Summerer: Es wird immer wieder von Anwälten behauptet, die der Investorenseite gewogen sind, dass hier das europäische Kartellrecht betroffen sei. Kartellrecht heißt, dass ein Verband seine Monopolstellung nicht missbrauchen darf. Dieser Vorwurf geht meines Erachtens ins Leere, denn hier liegt kein Missbrauch vor. Der DFB und die DFL haben gewichtige Gründe, warum sie keine Stimmenmehrheit eines Investors zulassen.
Welche Gründe sind das?
Summerer: Es gibt anerkennenswerte Ziele der 50+1-Regel. Sie soll die Konkurrenzfähigkeit, die Stabilität der Clubs gewährleisten. Sie soll verhindern, dass ein Club zum Spielball eines Investors wird, der vielleicht heute viel investiert, sich morgen aber zurückzieht, was den Verein destabilisieren und vielleicht an den Rand der Insolvenz bringen würde. Man will auch vermeiden, dass zu stark in die Integrität des Wettbewerbs eingegriffen wird, beispielsweise durch Geldwäsche. Es geht auch um Glaubwürdigkeit und Fanakzeptanz. Das Publikum muss sich darauf verlassen können, dass sportliche Parameter das Spielgeschehen bestimmen und nicht unbedingt nur Geld. Die 50+1-Regel stellt zudem sicher, dass es nicht zu einer Stallorder-Strategie kommt, gerade wenn ein Investor bei mehreren Clubs einsteigt.
Die „Löwen“ haben einen Interims-Geschäftsführer, der Experte in der Krisen- und Insolvenzberatung ist. Es gibt Spekulationen, wonach der Verein durch eine Insolvenz Ismaik loswerden wollen könnte.
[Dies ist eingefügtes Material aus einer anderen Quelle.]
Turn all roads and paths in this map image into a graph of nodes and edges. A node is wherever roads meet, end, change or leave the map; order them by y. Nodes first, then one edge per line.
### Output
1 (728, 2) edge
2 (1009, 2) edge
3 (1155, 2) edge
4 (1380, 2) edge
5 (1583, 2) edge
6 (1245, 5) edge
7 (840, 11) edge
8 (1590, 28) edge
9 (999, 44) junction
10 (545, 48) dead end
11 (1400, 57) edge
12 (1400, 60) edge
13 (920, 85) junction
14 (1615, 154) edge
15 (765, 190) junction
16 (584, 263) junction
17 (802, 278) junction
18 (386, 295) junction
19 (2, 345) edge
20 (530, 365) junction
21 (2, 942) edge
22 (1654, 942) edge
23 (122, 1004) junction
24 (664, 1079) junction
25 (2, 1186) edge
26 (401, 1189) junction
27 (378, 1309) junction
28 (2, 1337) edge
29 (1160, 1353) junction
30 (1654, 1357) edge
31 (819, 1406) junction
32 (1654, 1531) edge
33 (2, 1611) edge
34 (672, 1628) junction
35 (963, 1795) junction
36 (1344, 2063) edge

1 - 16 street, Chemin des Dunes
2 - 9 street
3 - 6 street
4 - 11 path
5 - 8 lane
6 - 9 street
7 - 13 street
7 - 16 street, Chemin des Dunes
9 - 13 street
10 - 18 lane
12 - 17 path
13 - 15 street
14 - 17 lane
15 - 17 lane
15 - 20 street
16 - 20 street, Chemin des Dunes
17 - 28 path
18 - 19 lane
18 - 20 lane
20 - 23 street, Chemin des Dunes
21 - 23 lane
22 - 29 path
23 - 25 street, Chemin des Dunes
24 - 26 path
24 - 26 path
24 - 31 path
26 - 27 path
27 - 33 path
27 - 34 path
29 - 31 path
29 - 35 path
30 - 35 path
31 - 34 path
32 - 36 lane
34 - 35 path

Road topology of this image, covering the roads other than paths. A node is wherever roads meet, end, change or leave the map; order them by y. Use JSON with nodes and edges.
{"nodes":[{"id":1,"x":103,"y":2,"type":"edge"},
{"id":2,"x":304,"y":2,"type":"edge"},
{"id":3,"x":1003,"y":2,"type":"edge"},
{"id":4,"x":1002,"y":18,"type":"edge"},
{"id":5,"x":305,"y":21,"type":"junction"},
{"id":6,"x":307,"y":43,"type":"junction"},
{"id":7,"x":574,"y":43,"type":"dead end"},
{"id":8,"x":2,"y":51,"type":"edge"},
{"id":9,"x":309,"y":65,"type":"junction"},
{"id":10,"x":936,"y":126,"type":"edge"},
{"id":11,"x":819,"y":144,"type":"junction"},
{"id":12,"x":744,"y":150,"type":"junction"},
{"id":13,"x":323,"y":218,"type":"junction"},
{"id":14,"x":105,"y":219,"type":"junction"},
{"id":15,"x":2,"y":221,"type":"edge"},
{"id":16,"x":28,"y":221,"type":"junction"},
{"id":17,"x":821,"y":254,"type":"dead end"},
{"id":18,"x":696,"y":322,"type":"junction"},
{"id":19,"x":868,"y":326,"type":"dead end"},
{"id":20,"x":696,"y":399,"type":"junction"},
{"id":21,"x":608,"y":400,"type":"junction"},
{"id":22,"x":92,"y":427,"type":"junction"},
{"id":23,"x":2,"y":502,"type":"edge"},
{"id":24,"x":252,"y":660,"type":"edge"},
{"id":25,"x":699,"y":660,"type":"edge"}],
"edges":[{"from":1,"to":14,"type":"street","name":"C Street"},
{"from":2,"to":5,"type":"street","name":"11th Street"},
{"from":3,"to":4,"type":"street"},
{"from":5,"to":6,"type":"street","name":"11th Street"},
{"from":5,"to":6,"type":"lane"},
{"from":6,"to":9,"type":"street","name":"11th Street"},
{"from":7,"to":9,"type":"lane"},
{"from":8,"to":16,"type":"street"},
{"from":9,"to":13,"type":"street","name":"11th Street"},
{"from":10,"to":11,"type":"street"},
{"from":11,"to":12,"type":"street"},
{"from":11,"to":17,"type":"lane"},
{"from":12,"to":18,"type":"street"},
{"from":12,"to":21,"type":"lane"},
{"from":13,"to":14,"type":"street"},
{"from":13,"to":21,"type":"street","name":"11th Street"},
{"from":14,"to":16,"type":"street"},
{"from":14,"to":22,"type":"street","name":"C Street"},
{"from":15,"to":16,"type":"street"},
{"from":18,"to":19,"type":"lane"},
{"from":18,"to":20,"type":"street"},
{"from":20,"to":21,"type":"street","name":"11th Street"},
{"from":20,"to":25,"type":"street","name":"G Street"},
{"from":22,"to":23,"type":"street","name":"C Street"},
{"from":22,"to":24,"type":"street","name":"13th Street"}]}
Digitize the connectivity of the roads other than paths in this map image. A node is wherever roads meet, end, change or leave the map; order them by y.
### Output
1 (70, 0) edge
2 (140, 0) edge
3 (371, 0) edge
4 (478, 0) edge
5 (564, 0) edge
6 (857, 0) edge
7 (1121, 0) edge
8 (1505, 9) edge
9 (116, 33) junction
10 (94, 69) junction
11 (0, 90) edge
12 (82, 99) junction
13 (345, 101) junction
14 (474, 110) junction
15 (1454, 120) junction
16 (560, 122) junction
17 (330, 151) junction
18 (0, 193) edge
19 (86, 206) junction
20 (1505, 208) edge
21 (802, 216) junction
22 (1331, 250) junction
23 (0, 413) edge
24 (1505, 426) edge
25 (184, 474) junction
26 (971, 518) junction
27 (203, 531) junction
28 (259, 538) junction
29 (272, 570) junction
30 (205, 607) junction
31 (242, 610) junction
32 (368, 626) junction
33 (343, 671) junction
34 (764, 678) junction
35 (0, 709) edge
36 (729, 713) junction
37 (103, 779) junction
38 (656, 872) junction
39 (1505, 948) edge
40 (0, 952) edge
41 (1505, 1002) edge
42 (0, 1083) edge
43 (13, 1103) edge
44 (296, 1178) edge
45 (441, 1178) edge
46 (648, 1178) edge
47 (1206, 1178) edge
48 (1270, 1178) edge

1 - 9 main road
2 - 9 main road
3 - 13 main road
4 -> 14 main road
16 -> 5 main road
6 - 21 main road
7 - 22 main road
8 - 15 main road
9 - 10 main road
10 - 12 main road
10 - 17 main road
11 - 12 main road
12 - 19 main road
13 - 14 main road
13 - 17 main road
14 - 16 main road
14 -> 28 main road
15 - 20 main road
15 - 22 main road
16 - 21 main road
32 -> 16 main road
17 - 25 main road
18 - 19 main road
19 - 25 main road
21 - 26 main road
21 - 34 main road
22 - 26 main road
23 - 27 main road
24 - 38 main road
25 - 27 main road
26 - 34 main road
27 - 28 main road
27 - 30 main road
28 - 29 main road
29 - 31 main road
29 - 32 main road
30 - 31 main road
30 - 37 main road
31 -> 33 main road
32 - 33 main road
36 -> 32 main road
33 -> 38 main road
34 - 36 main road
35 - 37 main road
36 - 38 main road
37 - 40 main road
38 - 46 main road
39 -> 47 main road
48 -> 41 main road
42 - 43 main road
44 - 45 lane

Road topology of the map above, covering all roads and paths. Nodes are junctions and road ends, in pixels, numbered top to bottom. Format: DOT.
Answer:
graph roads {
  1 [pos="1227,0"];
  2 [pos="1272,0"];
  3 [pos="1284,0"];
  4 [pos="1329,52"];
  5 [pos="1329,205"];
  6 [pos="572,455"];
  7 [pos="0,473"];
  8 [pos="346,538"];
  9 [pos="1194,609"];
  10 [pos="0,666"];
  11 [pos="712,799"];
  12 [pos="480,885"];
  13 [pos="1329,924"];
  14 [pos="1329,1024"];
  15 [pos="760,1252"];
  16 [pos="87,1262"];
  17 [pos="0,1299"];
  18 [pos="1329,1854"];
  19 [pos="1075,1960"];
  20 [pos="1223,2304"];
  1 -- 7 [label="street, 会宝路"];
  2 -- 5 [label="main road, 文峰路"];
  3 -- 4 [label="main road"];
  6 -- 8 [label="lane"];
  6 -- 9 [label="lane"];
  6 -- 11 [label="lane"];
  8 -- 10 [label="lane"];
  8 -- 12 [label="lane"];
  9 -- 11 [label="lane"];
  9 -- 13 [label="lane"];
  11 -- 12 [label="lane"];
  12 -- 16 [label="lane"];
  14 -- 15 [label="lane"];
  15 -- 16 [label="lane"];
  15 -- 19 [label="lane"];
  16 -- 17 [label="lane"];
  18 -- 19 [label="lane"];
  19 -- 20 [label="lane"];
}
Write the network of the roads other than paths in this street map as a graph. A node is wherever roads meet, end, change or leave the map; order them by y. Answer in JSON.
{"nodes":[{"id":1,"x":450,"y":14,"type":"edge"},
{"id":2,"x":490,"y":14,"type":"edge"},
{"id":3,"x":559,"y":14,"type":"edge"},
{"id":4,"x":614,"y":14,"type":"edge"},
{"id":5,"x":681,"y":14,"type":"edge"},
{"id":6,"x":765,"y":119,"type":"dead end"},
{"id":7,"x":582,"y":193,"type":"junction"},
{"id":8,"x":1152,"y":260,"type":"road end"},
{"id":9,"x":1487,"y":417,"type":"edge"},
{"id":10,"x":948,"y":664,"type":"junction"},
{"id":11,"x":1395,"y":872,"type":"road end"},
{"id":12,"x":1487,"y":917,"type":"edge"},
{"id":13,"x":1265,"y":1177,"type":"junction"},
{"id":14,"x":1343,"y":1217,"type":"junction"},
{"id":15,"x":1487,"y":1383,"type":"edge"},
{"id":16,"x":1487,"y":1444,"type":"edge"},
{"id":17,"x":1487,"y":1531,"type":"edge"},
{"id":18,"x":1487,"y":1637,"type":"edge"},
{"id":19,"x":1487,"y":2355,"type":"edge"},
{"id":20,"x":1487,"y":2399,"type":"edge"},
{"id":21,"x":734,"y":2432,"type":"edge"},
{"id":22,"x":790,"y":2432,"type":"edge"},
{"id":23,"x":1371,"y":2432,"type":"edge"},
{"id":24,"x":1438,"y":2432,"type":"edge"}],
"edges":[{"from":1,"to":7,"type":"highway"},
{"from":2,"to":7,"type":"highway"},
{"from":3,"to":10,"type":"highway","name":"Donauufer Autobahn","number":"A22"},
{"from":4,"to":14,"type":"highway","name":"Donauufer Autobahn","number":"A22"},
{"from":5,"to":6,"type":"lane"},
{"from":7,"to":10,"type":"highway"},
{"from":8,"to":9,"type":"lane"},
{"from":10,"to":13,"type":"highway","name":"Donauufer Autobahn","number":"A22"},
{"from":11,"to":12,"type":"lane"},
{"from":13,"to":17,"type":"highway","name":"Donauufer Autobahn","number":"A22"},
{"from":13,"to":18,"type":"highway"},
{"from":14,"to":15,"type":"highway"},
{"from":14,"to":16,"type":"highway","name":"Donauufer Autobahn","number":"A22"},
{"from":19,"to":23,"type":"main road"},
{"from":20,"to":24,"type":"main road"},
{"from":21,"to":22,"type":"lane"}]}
Summerer: Das ist ein schwieriges Thema, aber nicht von der Hand zu weisen. Durch eine Insolvenz kann man lästige Gläubiger loswerden, weil die Gläubiger beispielsweise bei einem Planinsolvenzverfahren abgefunden werden würden und möglicherweise viel Geld verlieren können.
ZUR PERSON: Thomas Summerer ist ein auf Sportrecht spezialisierter Rechtsanwalt in München. Er arbeitet für die Kanzler Nachmann. Zudem ist Summerer Vorsitzender der AG Sportrecht im Deutschen Anwaltverein. Er war Chefjustiziar der Deutschen Fußball Liga.